"Negotiating Difference in French Louisiana Music is an ideal introduction to the music of southwest Louisiana, a model study of ethnographic methodologies, and a productive intervention into a relatively conservative body of literature."
Matt Sakakeeny, associate professor of music, Tulane University, in Ethnologie française, XLVI, 2016, 3
"With great clarity and insight, Le Menestrel deftly negotiates the complex processes of identification and categorization of French Louisiana music, alive to the ambivalence and complexity that attend the judgments people make of value, authenticity, and legitimacy in relation to heavily loaded constructs such as Cajun and Creole. Cutting neatly through the thicket of current theoretical speculations about creolization, hybridity and métissage, Le Menestrel focuses on the way ideas about race, class, place, and historical origins create intersecting hierarchical registers of taste and value in music. Theoretically sophisticated, while also ethnographically and historically rich and many-hued, Le Menestrel's book is a truly impressive achievement."

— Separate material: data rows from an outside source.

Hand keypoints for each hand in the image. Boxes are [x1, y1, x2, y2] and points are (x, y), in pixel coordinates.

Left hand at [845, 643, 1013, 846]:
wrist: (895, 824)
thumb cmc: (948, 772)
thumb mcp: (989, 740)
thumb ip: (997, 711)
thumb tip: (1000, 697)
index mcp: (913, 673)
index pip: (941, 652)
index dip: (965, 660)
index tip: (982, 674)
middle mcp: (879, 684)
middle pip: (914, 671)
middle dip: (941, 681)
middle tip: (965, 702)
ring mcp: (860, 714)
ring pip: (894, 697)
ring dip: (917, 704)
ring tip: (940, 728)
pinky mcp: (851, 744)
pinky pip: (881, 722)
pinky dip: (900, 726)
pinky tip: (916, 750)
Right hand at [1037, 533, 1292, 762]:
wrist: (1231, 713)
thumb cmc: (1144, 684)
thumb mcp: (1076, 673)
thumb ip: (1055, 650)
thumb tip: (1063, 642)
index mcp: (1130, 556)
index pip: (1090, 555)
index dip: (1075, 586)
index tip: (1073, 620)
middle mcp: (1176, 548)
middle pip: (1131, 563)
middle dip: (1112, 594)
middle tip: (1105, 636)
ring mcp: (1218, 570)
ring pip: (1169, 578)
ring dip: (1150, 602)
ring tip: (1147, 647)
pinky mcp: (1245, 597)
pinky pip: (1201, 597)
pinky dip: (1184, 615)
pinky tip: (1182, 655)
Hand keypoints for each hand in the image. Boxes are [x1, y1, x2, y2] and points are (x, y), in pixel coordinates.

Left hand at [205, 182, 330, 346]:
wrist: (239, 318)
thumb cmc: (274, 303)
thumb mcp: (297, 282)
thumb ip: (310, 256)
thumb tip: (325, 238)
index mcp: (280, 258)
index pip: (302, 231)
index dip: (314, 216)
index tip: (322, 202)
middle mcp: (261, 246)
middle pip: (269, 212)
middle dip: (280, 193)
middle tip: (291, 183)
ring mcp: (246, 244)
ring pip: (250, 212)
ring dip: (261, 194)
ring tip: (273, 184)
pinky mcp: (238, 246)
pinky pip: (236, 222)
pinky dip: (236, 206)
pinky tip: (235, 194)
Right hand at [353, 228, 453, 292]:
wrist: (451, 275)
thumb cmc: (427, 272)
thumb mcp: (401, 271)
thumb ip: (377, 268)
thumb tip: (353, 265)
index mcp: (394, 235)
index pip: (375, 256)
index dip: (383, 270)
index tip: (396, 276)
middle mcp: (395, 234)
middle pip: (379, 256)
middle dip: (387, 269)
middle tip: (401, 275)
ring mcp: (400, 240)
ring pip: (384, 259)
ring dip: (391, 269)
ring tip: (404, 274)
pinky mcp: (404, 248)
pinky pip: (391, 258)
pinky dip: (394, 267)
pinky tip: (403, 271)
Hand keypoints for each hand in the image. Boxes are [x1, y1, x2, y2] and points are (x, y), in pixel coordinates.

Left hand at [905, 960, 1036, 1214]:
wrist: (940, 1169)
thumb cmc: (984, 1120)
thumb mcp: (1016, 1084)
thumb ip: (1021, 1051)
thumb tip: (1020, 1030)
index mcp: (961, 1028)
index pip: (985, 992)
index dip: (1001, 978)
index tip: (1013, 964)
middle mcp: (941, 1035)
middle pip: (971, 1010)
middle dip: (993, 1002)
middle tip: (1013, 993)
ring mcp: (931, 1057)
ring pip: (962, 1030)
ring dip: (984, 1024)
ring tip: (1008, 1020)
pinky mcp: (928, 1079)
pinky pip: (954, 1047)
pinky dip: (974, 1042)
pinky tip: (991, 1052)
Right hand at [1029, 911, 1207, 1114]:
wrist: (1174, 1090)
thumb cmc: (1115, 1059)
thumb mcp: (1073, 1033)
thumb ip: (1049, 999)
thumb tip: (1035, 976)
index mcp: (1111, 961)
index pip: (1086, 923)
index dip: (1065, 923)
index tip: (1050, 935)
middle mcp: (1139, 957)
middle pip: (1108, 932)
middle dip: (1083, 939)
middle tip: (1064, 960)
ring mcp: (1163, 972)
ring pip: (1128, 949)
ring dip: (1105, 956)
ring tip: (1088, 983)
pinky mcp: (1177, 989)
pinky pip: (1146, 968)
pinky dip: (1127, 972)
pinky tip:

Peter Wade, professor of social anthropology at the University of Manchester and author of Music, Race, and Nation: Música Tropical in Colombia
"Sara Le Menestrel's Negotiating Difference in French Louisiana Music is a spirited, thoughtful, and often provocative study of south Louisiana music and dance culture, illuminating the profound variegation and cross-fertilization that animates it. For anyone interested in Louisiana's cultural dynamics, this is essential reading."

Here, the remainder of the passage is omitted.